It is remarkable how easily and insensibly we fall into a particular route, and make a beaten track for ourselves.
--Henry David Thoreau (1817-1862) American author, naturalist, transcendentalist, tax resister, development critic, and philosopher
Before I went to law school, long ago, in a land far away, people gave me lots of advice on what to read. There were the standard recommendations, Stern's The Buffalo Creek Disaster, Llewellyn's The Bramble Bush, Turow's One-L, Woodward's The Brethren, and of course, Harper Lee's To Kill a Mockingbird. I read the last three of these the summer before law school -- but I also read a lot of Thoreau. My motivation was based on the following advice I read in a pre-law manual: "Don't forget what was important to you before law school." This speaks to the real fear that law school has a way of changing you, challenging you to the core, and altering your perception of people and the world.

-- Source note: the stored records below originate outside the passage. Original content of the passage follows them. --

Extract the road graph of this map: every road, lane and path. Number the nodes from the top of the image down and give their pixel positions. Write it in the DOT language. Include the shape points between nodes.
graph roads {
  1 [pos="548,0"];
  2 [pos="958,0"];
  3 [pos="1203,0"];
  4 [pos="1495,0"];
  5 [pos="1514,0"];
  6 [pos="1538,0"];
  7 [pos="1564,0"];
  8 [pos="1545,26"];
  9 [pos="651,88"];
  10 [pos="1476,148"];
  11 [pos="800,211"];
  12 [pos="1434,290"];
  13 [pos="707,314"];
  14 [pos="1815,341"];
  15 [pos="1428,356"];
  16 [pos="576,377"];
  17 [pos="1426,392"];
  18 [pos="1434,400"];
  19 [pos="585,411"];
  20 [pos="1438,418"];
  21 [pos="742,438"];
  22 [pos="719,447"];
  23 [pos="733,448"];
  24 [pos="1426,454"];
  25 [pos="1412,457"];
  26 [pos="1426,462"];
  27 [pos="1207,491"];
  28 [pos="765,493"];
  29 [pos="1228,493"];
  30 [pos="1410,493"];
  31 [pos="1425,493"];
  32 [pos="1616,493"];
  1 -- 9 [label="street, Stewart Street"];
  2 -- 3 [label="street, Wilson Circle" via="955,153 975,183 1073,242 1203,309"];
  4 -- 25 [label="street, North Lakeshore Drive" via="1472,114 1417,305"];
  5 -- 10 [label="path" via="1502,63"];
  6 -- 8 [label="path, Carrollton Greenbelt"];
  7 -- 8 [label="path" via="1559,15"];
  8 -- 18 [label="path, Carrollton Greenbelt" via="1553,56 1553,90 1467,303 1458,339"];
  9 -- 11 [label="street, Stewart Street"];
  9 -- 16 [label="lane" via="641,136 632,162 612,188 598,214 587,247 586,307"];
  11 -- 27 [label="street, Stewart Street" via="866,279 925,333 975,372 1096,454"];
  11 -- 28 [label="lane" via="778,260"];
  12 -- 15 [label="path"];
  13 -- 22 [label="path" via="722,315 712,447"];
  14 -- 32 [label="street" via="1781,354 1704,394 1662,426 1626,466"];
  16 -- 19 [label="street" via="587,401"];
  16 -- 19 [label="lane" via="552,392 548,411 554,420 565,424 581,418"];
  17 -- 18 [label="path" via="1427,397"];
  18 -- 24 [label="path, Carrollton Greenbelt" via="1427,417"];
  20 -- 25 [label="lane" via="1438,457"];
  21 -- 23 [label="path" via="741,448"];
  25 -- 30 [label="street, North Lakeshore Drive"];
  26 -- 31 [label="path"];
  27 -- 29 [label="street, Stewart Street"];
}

So I turned to Thoreau in an attempt to hold onto that which was hopeful, idealistic and often unreasonable. It's not that I always agreed with what I read, but there was then, and still is today, something that resonates when I read Thoreau. A desire to simplify. A longing to explore and experience the natural. The challenge to live deliberately. And I guess you could say, a dissatisfaction with the present order of things and a restlessness to find an alternate path.
Here's a neat blog that posts a new quote each day from Thoreau's extensive writings.
Above: Snow marks the beaten path of the Appalachian Trail between Round Bald and Jane Bald in the Roan Highlands near Carver's Gap on the TN/NC border.